The project is aimed at developing a Micro-Environmental Control System to help restore the occupant's thermal comfort when the building background temperature set-point is relaxed from 70-75?F to 66-79?F to save building energy. I was acting as an experiment designer in this project to collect user data and analyze the data when I was a PhD student in the Department of Design and Environmental Analysis at Cornell University.

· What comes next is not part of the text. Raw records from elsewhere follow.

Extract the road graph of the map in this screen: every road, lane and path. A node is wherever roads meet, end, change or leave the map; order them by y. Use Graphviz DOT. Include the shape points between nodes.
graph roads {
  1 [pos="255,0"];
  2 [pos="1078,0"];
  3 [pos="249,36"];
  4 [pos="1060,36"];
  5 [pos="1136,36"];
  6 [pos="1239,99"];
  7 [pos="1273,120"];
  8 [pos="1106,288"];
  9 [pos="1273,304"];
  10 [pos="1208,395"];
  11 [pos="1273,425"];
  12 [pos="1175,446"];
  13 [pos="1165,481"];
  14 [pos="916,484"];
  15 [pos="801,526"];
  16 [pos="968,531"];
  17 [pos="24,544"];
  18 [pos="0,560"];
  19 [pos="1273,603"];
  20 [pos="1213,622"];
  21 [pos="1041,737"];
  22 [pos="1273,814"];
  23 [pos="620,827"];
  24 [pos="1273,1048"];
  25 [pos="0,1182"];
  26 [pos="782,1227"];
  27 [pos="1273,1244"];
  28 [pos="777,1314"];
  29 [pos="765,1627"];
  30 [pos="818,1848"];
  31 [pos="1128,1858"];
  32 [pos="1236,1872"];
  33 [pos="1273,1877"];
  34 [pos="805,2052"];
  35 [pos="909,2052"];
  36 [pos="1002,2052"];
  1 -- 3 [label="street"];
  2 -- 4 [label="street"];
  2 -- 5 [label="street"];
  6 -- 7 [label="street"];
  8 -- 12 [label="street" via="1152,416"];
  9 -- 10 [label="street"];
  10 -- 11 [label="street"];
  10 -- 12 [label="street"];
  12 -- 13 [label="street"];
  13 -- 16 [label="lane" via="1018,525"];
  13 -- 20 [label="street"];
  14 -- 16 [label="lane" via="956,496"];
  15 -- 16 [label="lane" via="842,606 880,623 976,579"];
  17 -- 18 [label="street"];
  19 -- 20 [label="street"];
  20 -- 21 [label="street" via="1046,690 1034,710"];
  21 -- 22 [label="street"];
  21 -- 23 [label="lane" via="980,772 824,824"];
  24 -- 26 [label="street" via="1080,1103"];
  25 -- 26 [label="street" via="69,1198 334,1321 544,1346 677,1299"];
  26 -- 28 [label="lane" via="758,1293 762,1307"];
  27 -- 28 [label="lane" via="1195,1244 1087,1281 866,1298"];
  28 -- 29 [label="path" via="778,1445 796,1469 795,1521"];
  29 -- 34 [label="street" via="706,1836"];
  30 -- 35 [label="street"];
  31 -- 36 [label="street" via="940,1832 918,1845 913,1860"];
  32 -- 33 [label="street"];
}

The micro-environment in this study refers to the air space and environment around a person that directly impacts their thermal sensation. This study aims at evaluating the performance of a newly developed micro-environmental control system (μX) designed to cool the occupants locally for thermal comfort when the temperature in the ambient unoccupied space is raised from 23.9 °C to 26.1 °C in summer to reduce the HVAC cooling load. The μX was tested first with a 20-segment thermal manikin wearing summer clothing in a full-scale stainless-steel chamber and then with human participants in a climate chamber. Results show that the heat loss by the manikin increased with the distance between the μX air supply diffuser and the manikin and decreased with the clothing insulation. Changing the air delivery angle from 0° to 10° from the horizontal direction resulted in additional heat loss from the manikin. The heat loss from the manikin was found to be positively correlated with the supply air flow rate, but negatively correlated with the supply air temperature. However, the overall cooling efficiency dramatically increased with the supply air temperature. Overall, both the manikin test and the human participant test showed that the μX was able to cool the occupant in a room of expanded temperature set-point, and the Clothing Independent Thermal Comfort Model gave a consistent prediction with the human participant test. However, slight thermal discomfort was reported when the μX was used due to the effect of clothing, season, metabolic rate and local draught.

The paper has been published at Building and Environment, Volume 160, August 2019, 106198

Kong, M., Zhang, J., Dang, T.Q., Hedge, A., Teng, T., Carter, B., Chianese, C. and Khalifa, H.E., 2019. Micro-environmental control for efficient local cooling: Results from manikin and human participant tests. Building and Environment, 160, p.106198.